▶ _Material provided_
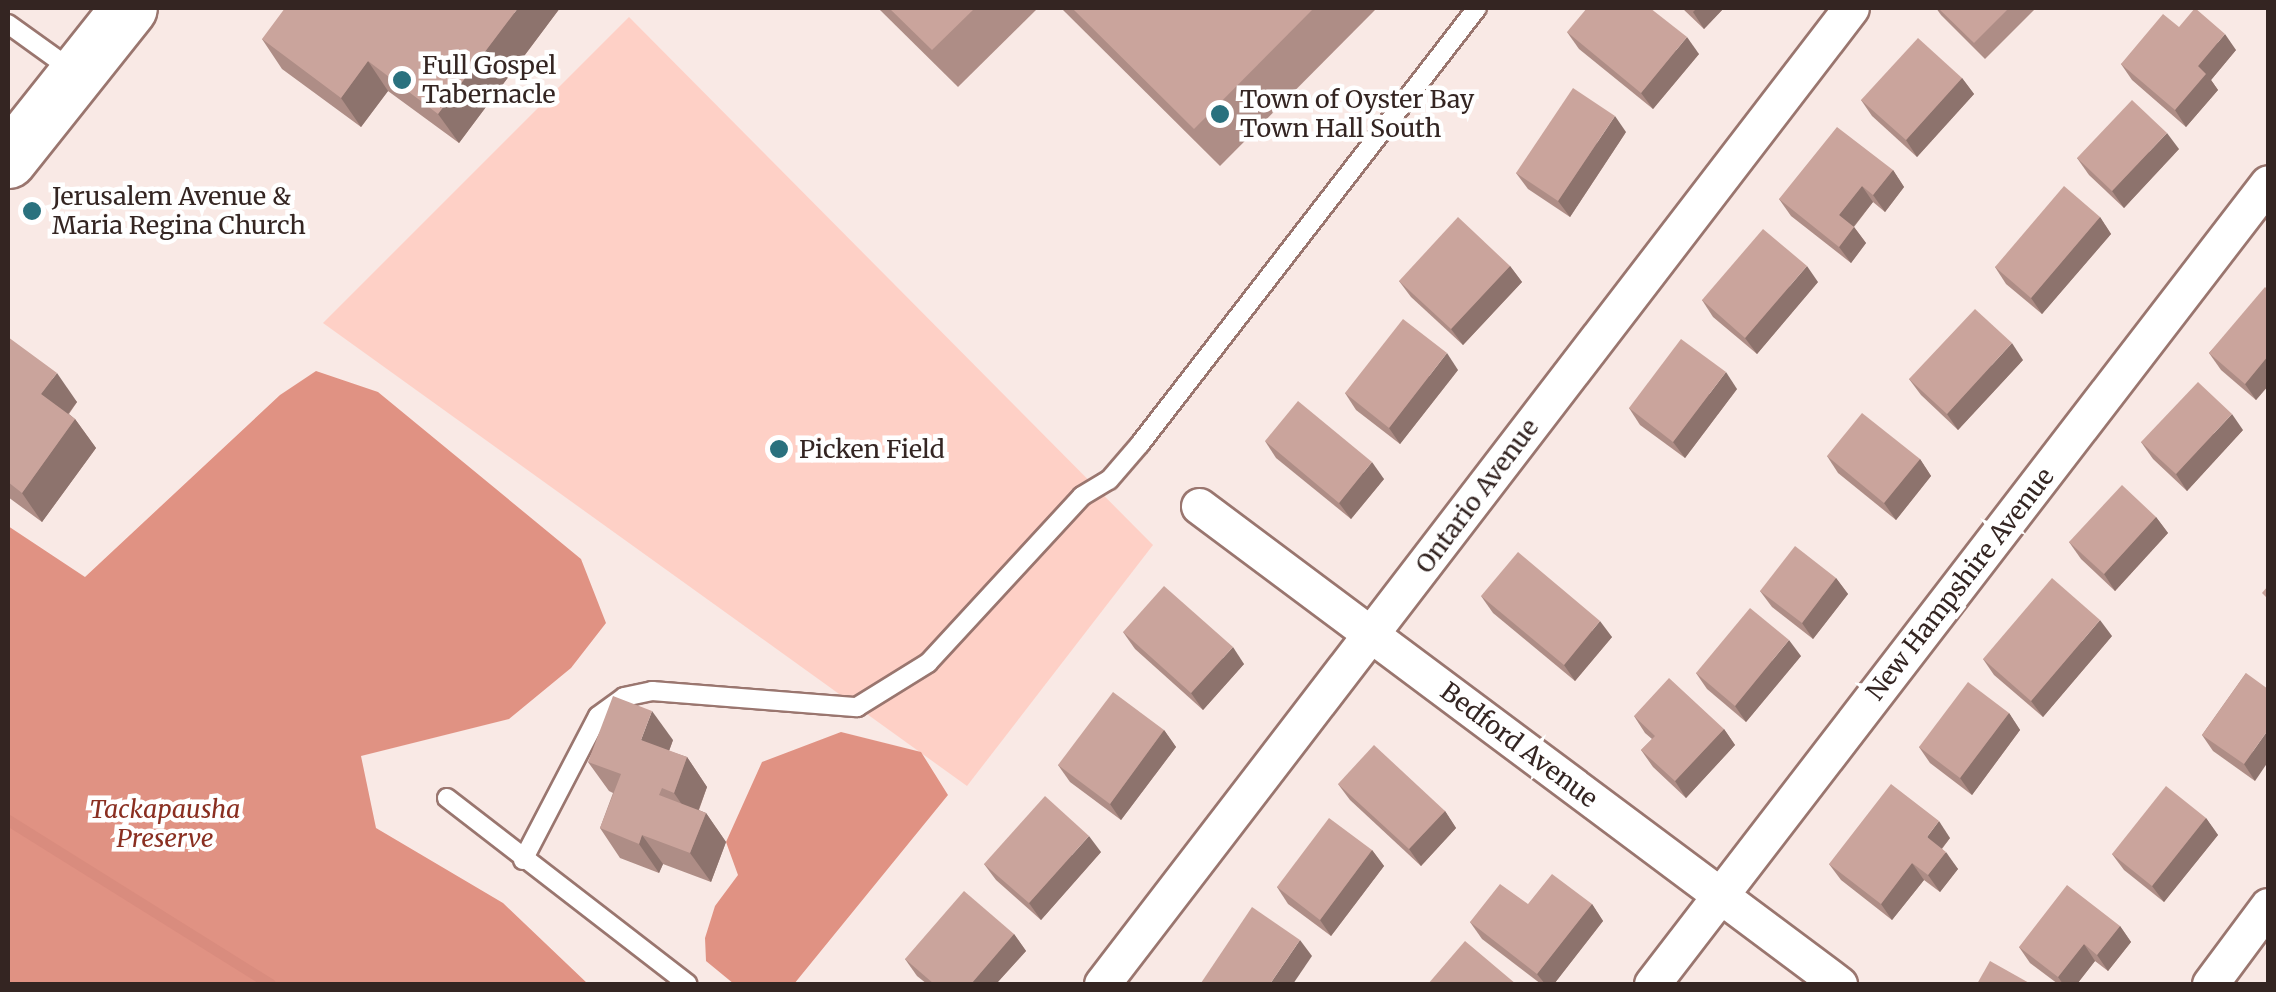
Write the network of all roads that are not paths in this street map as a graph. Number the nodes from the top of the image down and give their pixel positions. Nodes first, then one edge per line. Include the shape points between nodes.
1 (129, 8) edge
2 (1477, 8) edge
3 (1851, 8) edge
4 (8, 24) edge
5 (76, 74) junction
6 (8, 160) edge
7 (2268, 183) edge
8 (1199, 506) dead end
9 (1371, 634) junction
10 (446, 798) dead end
11 (523, 860) junction
12 (1720, 896) junction
13 (2268, 906) edge
14 (688, 984) edge
15 (1102, 984) edge
16 (1652, 984) edge
17 (1839, 984) edge
18 (2210, 984) edge

1 - 5 main road
2 - 11 lane via 1140,444 1109,480 1082,496 928,663 858,707 652,691 624,697 598,716
3 - 9 street, Ontario Avenue
4 - 5 lane
5 - 6 main road
7 - 12 street, New Hampshire Avenue
8 - 9 street, Bedford Avenue
9 - 12 street, Bedford Avenue
9 - 15 street, Ontario Avenue
10 - 11 lane
11 - 14 lane
12 - 16 street, New Hampshire Avenue
12 - 17 street, Bedford Avenue
13 - 18 street

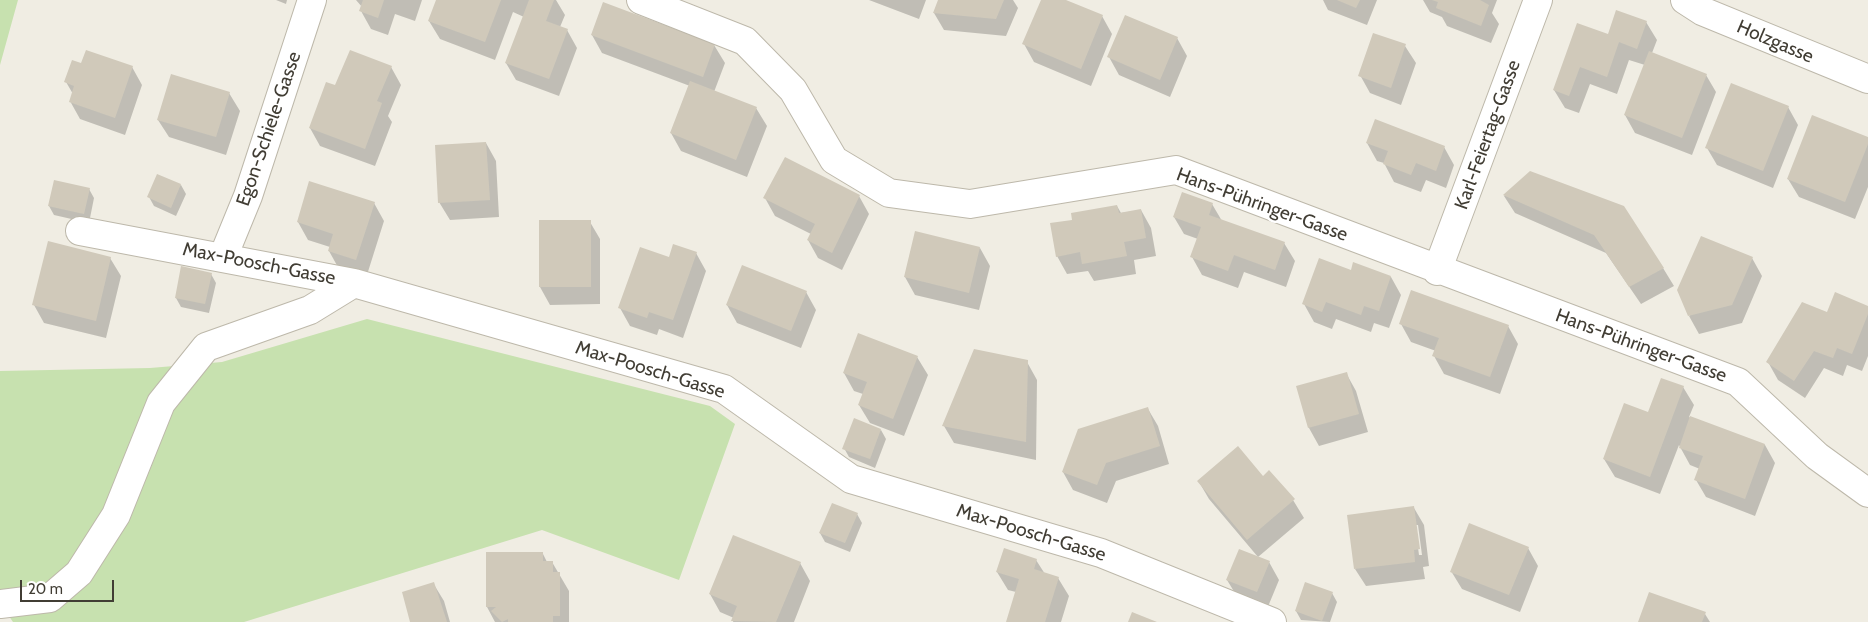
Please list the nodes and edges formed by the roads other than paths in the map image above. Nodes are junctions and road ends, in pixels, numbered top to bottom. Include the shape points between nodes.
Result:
1 (312, 0) edge
2 (641, 0) edge
3 (1538, 0) edge
4 (1684, 2) edge
5 (1868, 79) edge
6 (80, 231) dead end
7 (223, 257) junction
8 (1437, 271) junction
9 (354, 283) junction
10 (1868, 493) edge
11 (0, 604) edge
12 (1272, 622) edge

1 - 7 street, Egon-Schiele-Gasse via 248,196
2 - 8 street, Hans-Pühringer-Gasse via 745,41 793,90 834,160 889,193 970,204 1176,170
3 - 8 street, Karl-Feiertag-Gasse
4 - 5 street, Holzgasse
6 - 7 street, Max-Poosch-Gasse
7 - 9 street, Max-Poosch-Gasse
8 - 10 street, Hans-Pühringer-Gasse via 1738,382 1817,456
9 - 11 street via 310,310 206,347 161,403 116,515 79,573 50,598
9 - 12 street, Max-Poosch-Gasse via 724,389 851,479 1101,553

▶ _Exercise_
Write out each line again, exactly as it appears above, except for any picture.

▶ _Exercise answer_
Write the network of all roads that are not paths in this street map as a graph. Number the nodes from the top of the image down and give their pixel positions. Nodes first, then one edge per line. Include the shape points between nodes.
1 (129, 8) edge
2 (1477, 8) edge
3 (1851, 8) edge
4 (8, 24) edge
5 (76, 74) junction
6 (8, 160) edge
7 (2268, 183) edge
8 (1199, 506) dead end
9 (1371, 634) junction
10 (446, 798) dead end
11 (523, 860) junction
12 (1720, 896) junction
13 (2268, 906) edge
14 (688, 984) edge
15 (1102, 984) edge
16 (1652, 984) edge
17 (1839, 984) edge
18 (2210, 984) edge

1 - 5 main road
2 - 11 lane via 1140,444 1109,480 1082,496 928,663 858,707 652,691 624,697 598,716
3 - 9 street, Ontario Avenue
4 - 5 lane
5 - 6 main road
7 - 12 street, New Hampshire Avenue
8 - 9 street, Bedford Avenue
9 - 12 street, Bedford Avenue
9 - 15 street, Ontario Avenue
10 - 11 lane
11 - 14 lane
12 - 16 street, New Hampshire Avenue
12 - 17 street, Bedford Avenue
13 - 18 street

Please list the nodes and edges formed by the roads other than paths in the map image above. Nodes are junctions and road ends, in pixels, numbered top to bottom. Include the shape points between nodes.
Result:
1 (312, 0) edge
2 (641, 0) edge
3 (1538, 0) edge
4 (1684, 2) edge
5 (1868, 79) edge
6 (80, 231) dead end
7 (223, 257) junction
8 (1437, 271) junction
9 (354, 283) junction
10 (1868, 493) edge
11 (0, 604) edge
12 (1272, 622) edge

1 - 7 street, Egon-Schiele-Gasse via 248,196
2 - 8 street, Hans-Pühringer-Gasse via 745,41 793,90 834,160 889,193 970,204 1176,170
3 - 8 street, Karl-Feiertag-Gasse
4 - 5 street, Holzgasse
6 - 7 street, Max-Poosch-Gasse
7 - 9 street, Max-Poosch-Gasse
8 - 10 street, Hans-Pühringer-Gasse via 1738,382 1817,456
9 - 11 street via 310,310 206,347 161,403 116,515 79,573 50,598
9 - 12 street, Max-Poosch-Gasse via 724,389 851,479 1101,553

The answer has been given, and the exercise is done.